Monday, July 18, 2011
Tuesday, July 12, 2011
Doing the Right Thing
It was always so simple for my Dad. Whatever the problem might be, the advice was the same. "Just do the right thing," he would say.
This is not good advice for a 5-year old. I know this because this is the advice I gave a certain 5-year old just today. It seems that "doing the right thing" isn't necessarily the same thing for a child as it is for an adult. For all of you who already knew this, congratulations. You have far surpassed me in your knowledge of children. It just sounded like such good advice at the time.
In my efforts to find that little gem of discipline that will finally work and encourage obedience every time, I go back and forth. I am, as you would say, both the good cop and the bad cop. I have been known to both spank and to give a motivational speech. Today, I chose a mixture of the two with less than favorable results. Being Tuesday, it was swimming day at Debbie's house in McMinnville. April and I packed our kids in my van, and headed out for a day of fun in the sun. Today was even a little more special because Brock and Hallie each had a friend along.
The good times always begin in the car. Today was no exception. Hallie was foul first thing this morning (never a good sign) and before we had even reached April's house, I had to pull over on the side of the road for a stern talk. Lame, I know. I should have just spanked her then and gotten it over with, but being the sensitive mother that I am, I was trying to spare her feelings in front of her friend (who was at the time the unfortunate brunt of Hallie's bad mood). That was mistake #1. Oh, I hoped that would nip the problem, but then again, I've been Hallie's mom for a while now, and I should have known better. By the time we got to April's house, you could just see the storm behind her eyes. My kids got out of the car for a potty break before heading to Debbie's while April and I loaded the car. We left all the kids alone inside. Mistake #2. Mere seconds later, we heard howls from inside the house. Apparently, Aida had somehow offended Hallie, who decided the proper course of action was to squeeze Aida's head. Really? Squeeze Aida's head? Naturally, I was provoked to exercise my superb parenting skills once again, so from my little bag of parenting tricks, I pulled out the spanking that I should have given her several minutes before on the side of the road.
There. That'll do it. Thinking that was mistake #3. More brooding on the way to Debbie's. This time her brooding was accompanied by taunts and smart-aleck comments (I truly do NOT know where that child gets that from...), and after much threatening by me (yet another award-winning parenting technique), we finally get to Debbie's. I think the gleam from the cold pool on this scorching day had a magical effect on her, and she suddenly became very agreeable. I call this the Dr. Jeckle and Mr. Hyde Effect. Much fun was had by all for a good, long time.
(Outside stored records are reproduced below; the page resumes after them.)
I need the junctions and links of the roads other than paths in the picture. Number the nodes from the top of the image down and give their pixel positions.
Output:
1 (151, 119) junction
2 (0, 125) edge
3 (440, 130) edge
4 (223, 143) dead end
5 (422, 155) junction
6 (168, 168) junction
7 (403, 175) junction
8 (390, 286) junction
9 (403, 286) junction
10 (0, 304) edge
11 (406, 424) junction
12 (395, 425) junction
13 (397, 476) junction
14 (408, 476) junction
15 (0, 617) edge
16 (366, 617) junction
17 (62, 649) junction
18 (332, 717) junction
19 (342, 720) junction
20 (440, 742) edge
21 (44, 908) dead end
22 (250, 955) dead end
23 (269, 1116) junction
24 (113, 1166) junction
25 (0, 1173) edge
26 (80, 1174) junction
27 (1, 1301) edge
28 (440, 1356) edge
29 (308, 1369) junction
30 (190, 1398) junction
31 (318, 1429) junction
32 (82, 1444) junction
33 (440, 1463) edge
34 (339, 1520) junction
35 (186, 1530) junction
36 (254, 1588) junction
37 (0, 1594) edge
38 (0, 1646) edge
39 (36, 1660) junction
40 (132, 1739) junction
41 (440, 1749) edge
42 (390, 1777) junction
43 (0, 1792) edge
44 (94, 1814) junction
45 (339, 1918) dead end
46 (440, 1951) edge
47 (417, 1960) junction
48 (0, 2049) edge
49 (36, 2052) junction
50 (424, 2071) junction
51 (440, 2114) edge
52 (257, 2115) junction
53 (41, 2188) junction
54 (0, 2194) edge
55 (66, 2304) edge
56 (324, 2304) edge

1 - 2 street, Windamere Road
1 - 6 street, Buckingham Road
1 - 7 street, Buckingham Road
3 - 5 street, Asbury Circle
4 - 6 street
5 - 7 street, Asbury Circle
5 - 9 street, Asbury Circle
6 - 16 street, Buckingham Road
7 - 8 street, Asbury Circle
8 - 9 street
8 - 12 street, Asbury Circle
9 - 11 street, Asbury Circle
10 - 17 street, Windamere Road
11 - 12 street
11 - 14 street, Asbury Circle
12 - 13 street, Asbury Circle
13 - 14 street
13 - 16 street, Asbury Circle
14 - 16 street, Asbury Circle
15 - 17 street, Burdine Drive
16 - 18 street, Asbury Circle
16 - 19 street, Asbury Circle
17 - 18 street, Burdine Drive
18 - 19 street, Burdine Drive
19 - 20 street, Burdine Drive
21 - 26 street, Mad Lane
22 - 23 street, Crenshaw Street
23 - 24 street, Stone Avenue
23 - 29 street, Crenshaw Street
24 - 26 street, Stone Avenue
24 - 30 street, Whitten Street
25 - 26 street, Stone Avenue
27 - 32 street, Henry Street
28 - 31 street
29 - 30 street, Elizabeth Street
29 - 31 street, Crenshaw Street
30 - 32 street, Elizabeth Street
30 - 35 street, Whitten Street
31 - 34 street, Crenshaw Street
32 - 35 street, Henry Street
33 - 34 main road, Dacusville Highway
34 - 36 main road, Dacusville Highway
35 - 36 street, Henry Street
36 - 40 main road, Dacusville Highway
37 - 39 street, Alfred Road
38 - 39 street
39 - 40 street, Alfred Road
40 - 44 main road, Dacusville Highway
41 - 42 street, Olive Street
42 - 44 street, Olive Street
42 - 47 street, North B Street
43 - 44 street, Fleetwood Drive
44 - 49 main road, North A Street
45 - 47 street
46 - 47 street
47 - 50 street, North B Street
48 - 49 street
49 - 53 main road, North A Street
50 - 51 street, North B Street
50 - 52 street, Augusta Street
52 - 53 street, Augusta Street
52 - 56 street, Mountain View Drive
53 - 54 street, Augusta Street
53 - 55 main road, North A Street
Later, in the house, she decided that it would be a great idea to open the door on Brock's friend while he was using the restroom. Not so funny if you're a third grade boy at a stranger's house. Looking in my bag of parenting tricks, I find that now it's completely empty. I don't know what else to do. Until I remember my Dad's "Do the Right Thing" speech. I'm feeling good now. I know just what to do. I call her in, sit her down, and have the talk. It's a simple message, really. You know, the one where you just tell the kid what a good kid they are and that they know the difference between right and wrong. You encourage them to think before they act and then make the right choice. It's simple. It's true. It's genius. The only problem, as I stated earlier, is that it doesn't work on 5-year olds. Where is my evidence? Read on.
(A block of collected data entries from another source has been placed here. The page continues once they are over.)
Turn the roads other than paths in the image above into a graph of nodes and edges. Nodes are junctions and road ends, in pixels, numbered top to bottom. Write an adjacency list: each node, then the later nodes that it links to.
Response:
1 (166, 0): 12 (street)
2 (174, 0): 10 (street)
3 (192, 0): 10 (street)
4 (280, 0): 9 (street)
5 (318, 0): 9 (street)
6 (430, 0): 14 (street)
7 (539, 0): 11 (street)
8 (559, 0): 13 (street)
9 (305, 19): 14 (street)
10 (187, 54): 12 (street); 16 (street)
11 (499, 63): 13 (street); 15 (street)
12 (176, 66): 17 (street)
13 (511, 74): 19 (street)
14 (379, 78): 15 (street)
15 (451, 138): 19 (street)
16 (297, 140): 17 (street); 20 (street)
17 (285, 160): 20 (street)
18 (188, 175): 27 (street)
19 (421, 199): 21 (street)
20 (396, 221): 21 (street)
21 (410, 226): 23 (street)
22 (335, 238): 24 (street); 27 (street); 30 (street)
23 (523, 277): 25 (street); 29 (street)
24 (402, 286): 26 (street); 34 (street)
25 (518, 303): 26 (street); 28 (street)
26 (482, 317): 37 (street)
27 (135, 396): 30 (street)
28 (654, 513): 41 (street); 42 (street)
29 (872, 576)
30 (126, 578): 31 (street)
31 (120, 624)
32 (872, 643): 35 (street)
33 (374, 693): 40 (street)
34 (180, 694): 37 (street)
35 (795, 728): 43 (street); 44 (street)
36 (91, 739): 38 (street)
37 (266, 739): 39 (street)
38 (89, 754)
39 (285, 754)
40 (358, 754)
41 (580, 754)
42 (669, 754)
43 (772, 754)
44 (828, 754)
Allegedly, Brock pinched her under the water. Witnesses claim that they saw nothing, and the accused vehemently denied the allegations. The ruling of the court was that Hallie should stay away from Brock for good measure. Not finding the justice she sought, Hallie took the law into her own hands. I guess she was going to do what she considered the right thing. Pretty soon cries of, "Hallie pinched me!!!!" could be heard around the pool. Of course, I called her over and asked her why she did that. Her answer? Sit down, folks. "Dad said if anybody does anything to me, I should do it back to them." Dumbfounded, all I could think of to say was, "Your Dad gives really bad advice. Go sit on the porch until I tell you to get up." Moments later, I look over and she's sitting just off the porch, mind you, singing happily about the love of Jesus. Not exactly the kind of penance I was looking for.
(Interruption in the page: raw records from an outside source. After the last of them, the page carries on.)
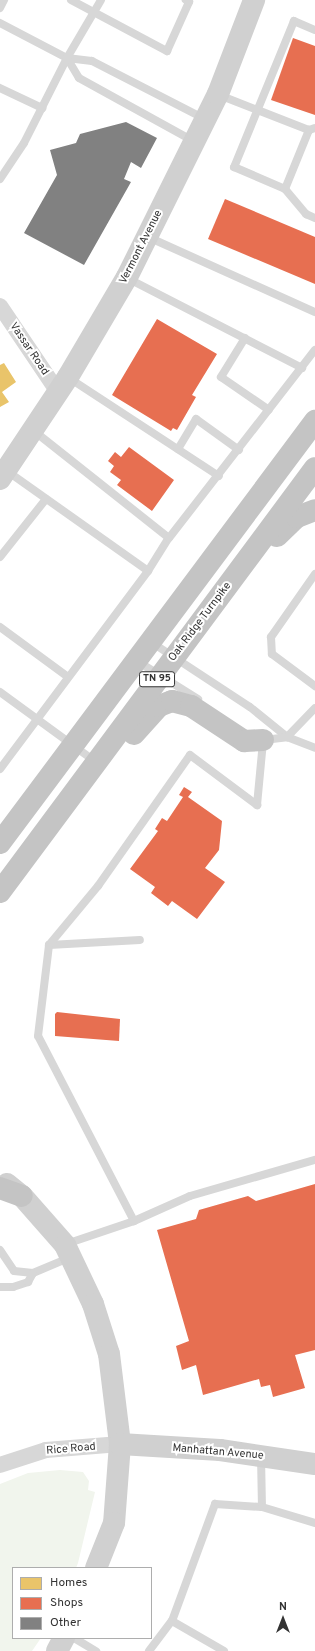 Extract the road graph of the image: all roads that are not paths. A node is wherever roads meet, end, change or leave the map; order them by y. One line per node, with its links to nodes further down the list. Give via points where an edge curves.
1 (4, 0): 6 (lane)
2 (71, 0): 7 (lane)
3 (101, 0): 7 (lane)
4 (186, 0): 7 (lane, via 189,2 167,51)
5 (254, 0): 12 (street, Vermont Avenue)
6 (0, 8)
7 (94, 13): 10 (lane)
8 (0, 23): 10 (lane)
9 (315, 30): 14 (lane, via 294,21)
10 (67, 58): 13 (lane); 15 (lane, via 92,62); 17 (lane, via 79,78)
11 (0, 88): 13 (lane)
12 (218, 94): 14 (lane); 15 (street, Vermont Avenue)
13 (42, 108): 18 (lane, via 24,143)
14 (258, 109): 16 (lane); 19 (lane, via 234,167)
15 (206, 119): 17 (street, Vermont Avenue)
16 (312, 129): 19 (lane)
17 (195, 142): 21 (street, Vermont Avenue)
18 (0, 179)
19 (285, 188): 20 (lane, via 306,214)
20 (315, 218)
21 (147, 237): 22 (street, Vermont Avenue); 24 (lane)
22 (127, 277): 25 (lane); 28 (street, Vermont Avenue)
23 (0, 306): 28 (street, Vassar Road)
24 (315, 312)
25 (245, 338): 27 (lane); 29 (lane, via 221,377)
26 (315, 350): 27 (lane)
27 (302, 368): 29 (lane)
28 (63, 385): 31 (street, Vermont Avenue); 32 (lane)
29 (269, 410): 33 (lane)
30 (315, 421): 45 (highway, TN 95)
31 (34, 431): 35 (street, Vermont Avenue); 39 (lane)
32 (178, 449): 33 (lane, via 196,419); 36 (lane)
33 (239, 450): 36 (lane)
34 (315, 468): 41 (highway, Oak Ridge Turnpike / TN 95)
35 (3, 475): 37 (lane)
36 (219, 476): 39 (lane)
37 (46, 499): 40 (lane); 42 (lane)
38 (315, 510): 41 (highway, via 297,516 271,542)
39 (169, 538): 42 (lane)
40 (0, 557)
41 (246, 561): 46 (highway, Oak Ridge Turnpike / TN 95)
42 (148, 571): 49 (lane)
43 (315, 574): 50 (lane, via 271,637 272,654)
44 (0, 627): 49 (lane)
45 (151, 642): 46 (lane); 47 (highway, TN 95)
46 (173, 657): 48 (highway, Oak Ridge Turnpike / TN 95); 56 (lane, via 250,707)
47 (136, 661): 48 (lane); 57 (highway, TN 95)
48 (160, 674): 52 (lane); 59 (highway, Oak Ridge Turnpike / TN 95)
49 (68, 677): 54 (lane)
50 (315, 686)
51 (0, 692): 54 (lane)
52 (206, 704)
53 (315, 708): 56 (lane)
54 (38, 719): 57 (lane); 60 (lane)
55 (257, 736): 56 (lane); 62 (highway, via 244,741 191,706 172,701 159,706 146,717 81,804); 65 (lane, via 257,805 190,755 98,886)
56 (287, 737): 58 (lane)
57 (73, 745): 59 (lane); 61 (highway, TN 95)
58 (315, 748)
59 (96, 762): 62 (highway, Oak Ridge Turnpike / TN 95)
60 (0, 769)
61 (0, 843)
62 (31, 849): 63 (highway, Oak Ridge Turnpike / TN 95)
63 (0, 892)
64 (140, 940): 65 (lane)
65 (49, 945): 70 (lane, via 38,1036)
66 (315, 1160): 70 (lane, via 190,1196)
67 (0, 1179): 69 (street)
68 (0, 1188): 69 (highway)
69 (22, 1196): 72 (street)
70 (134, 1221): 72 (lane)
71 (0, 1250): 73 (lane, via 14,1271)
72 (68, 1251): 73 (lane); 75 (street, via 93,1304 109,1354)
73 (33, 1273): 74 (lane, via 28,1282 13,1287)
74 (0, 1287)
75 (120, 1444): 76 (street, Manhattan Avenue); 78 (street, Rice Road, via 46,1450); 81 (street, via 114,1523)
76 (261, 1455): 77 (street, Manhattan Avenue); 79 (lane)
77 (315, 1464)
78 (0, 1465)
79 (262, 1507): 80 (lane); 82 (lane, via 215,1504)
80 (315, 1523)
81 (96, 1567)
82 (172, 1621): 87 (lane); 88 (lane)
83 (63, 1639): 85 (street)
84 (76, 1639): 86 (lane)
85 (57, 1651)
86 (96, 1651)
87 (149, 1651)
88 (224, 1651)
Now, let me just say here that I LOVE this child with every fiber of my being. I could list a million strengths she has, but I told you when I started this thing that I was going to be brutally honest about the struggles I face as a parent. It's cathartic for me, so if you have it all figured out, keep it to yourself. I don't need that kind of pressure. Most days I'm just doing the best I can.
Both girls are spending the night away tonight due to an inservice I have in the morning, and in spite of a very long and trying day, one thing is for sure. I miss those girls. The house is too quiet, and somehow I miss every part of them. I am obviously a glutton for punishment.
This is not good advice for a 5-year old. I know this because this is the advice I gave a certain 5-year old just today. It seems that "doing the right thing" isn't necessarily the same thing for a child as it is for an adult. For all of you who already knew this, congratulations. You have far surpassed me in your knowledge of children. It just sounded like such good advice at the time.
In my efforts to find that little gem of discipline that will finally work and encourage obedience every time, I go back and forth. I am, as you would say, both the good cop and the bad cop. I have been known to both spank and to give a motivational speech. Today, I chose a mixture of the two with less than favorable results. Being Tuesday, it was swimming day at Debbie's house in McMinnville. April and I packed our kids in my van, and headed out for a day of fun in the sun. Today was even a little more special because Brock and Hallie each had a friend along.
The good times always begin in the car. Today was no exception. Hallie was foul first thing this morning (never a good sign) and before we had even reached April's house, I had to pull over on the side of the road for a stern talk. Lame, I know. I should have just spanked her then and gotten it over with, but being the sensitive mother that I am, I was trying to spare her feelings in front of her friend (who was at the time the unfortunate brunt of Hallie's bad mood). That was mistake #1. Oh, I hoped that would nip the problem, but then again, I've been Hallie's mom for a while now, and I should have known better. By the time we got to April's house, you could just see the storm behind her eyes. My kids got out of the car for a potty break before heading to Debbie's while April and I loaded the car. We left all the kids alone inside. Mistake #2. Mere seconds later, we heard howls from inside the house. Apparently, Aida had somehow offended Hallie, who decided the proper course of action was to squeeze Aida's head. Really? Squeeze Aida's head? Naturally, I was provoked to exercise my superb parenting skills once again, so from my little bag of parenting tricks, I pulled out the spanking that I should have given her several minutes before on the side of the road.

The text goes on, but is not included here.